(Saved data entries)

Segment Open

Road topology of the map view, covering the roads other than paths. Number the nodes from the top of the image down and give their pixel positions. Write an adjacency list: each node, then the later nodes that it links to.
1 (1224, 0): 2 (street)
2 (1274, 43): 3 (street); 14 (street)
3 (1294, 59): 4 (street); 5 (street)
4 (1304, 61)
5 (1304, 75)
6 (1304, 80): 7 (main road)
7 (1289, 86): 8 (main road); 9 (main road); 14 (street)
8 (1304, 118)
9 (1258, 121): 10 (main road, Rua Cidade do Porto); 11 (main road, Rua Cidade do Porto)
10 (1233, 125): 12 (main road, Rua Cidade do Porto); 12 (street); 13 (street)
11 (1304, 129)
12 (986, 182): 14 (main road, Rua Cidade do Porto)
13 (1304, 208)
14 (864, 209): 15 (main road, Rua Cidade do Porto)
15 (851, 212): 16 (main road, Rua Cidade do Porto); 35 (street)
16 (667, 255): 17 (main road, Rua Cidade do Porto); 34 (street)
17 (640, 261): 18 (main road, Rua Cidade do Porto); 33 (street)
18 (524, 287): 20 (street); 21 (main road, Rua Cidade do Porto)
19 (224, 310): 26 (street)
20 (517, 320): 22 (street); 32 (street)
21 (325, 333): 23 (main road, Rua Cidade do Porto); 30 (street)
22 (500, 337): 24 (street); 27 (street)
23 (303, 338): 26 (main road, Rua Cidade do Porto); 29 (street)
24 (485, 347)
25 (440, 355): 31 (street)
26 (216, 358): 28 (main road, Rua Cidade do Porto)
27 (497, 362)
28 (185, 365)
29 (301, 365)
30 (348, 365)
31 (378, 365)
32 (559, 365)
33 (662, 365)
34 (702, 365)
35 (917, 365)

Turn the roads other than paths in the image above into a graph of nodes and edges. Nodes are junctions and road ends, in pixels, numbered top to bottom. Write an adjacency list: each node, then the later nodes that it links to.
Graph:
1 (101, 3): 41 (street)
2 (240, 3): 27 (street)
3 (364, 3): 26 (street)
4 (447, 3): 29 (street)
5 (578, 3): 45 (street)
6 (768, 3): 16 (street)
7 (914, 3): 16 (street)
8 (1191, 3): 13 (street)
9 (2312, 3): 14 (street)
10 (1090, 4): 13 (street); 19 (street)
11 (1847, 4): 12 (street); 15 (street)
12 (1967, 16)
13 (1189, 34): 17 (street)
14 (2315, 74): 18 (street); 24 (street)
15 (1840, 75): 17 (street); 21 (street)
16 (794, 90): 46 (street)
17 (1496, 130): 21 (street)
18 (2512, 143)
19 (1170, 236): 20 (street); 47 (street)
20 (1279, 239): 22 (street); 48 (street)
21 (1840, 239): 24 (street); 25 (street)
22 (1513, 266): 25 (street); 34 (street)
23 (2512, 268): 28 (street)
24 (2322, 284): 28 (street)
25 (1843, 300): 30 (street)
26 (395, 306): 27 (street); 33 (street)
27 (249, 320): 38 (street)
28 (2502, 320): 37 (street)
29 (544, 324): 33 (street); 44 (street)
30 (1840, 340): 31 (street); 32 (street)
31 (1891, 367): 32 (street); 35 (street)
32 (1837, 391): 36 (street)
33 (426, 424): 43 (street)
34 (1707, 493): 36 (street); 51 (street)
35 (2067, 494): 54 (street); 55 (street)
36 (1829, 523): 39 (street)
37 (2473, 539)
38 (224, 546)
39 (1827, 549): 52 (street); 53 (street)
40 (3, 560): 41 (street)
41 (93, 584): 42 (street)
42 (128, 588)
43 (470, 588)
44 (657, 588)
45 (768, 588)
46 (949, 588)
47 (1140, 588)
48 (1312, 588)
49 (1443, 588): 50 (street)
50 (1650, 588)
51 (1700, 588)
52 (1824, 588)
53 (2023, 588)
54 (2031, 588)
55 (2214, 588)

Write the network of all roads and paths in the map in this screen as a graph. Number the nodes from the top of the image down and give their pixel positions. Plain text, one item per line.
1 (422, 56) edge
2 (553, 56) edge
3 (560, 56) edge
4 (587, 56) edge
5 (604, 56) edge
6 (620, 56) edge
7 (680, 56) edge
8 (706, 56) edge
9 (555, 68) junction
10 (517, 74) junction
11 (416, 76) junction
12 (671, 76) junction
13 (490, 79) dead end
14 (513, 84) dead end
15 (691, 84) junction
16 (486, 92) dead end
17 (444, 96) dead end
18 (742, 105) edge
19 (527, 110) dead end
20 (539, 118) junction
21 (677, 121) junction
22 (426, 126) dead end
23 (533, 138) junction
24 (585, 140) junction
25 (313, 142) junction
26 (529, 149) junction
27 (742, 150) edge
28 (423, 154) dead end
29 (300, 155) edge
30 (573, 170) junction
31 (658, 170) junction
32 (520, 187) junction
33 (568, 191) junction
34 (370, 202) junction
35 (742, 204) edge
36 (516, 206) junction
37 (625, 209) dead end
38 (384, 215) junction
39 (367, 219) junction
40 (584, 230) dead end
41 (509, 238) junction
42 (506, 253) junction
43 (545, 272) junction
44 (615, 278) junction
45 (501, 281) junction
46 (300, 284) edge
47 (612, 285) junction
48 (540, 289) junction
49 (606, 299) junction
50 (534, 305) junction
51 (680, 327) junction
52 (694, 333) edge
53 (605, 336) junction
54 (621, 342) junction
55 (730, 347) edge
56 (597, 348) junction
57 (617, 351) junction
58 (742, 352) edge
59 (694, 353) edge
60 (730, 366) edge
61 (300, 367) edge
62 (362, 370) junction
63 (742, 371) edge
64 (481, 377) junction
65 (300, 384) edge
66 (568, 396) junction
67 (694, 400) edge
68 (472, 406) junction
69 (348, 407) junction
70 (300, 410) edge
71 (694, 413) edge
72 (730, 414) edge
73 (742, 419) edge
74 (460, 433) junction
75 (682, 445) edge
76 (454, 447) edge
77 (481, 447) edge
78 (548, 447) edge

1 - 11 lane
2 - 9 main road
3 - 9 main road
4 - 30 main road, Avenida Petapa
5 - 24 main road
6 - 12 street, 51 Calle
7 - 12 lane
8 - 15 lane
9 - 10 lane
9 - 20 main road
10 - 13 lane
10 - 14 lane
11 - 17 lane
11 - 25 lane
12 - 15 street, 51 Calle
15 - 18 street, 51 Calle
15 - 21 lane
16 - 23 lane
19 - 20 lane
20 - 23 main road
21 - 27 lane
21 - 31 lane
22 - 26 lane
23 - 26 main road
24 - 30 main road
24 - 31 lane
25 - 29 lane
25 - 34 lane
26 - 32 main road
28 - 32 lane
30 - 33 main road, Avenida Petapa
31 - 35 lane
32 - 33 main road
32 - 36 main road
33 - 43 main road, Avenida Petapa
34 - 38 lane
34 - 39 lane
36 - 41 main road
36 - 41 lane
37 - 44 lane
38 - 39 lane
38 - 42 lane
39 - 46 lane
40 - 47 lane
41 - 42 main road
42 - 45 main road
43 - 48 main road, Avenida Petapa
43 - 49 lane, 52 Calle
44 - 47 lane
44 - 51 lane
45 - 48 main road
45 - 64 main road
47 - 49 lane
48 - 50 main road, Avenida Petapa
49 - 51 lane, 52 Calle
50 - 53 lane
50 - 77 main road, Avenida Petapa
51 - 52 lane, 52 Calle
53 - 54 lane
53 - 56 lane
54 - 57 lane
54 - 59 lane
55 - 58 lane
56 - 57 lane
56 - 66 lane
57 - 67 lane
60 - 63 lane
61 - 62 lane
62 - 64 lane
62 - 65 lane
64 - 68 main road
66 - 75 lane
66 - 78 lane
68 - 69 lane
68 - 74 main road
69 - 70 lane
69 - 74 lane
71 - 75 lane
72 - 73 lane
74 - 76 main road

Segment Closed

* EXERCISE REQUIREMENTS
Among the lines of the preceding data, which ones hold the word "Petapa"? List them.

* SOLUTION
4 - 30 main road, Avenida Petapa
30 - 33 main road, Avenida Petapa
33 - 43 main road, Avenida Petapa
43 - 48 main road, Avenida Petapa
48 - 50 main road, Avenida Petapa
50 - 77 main road, Avenida Petapa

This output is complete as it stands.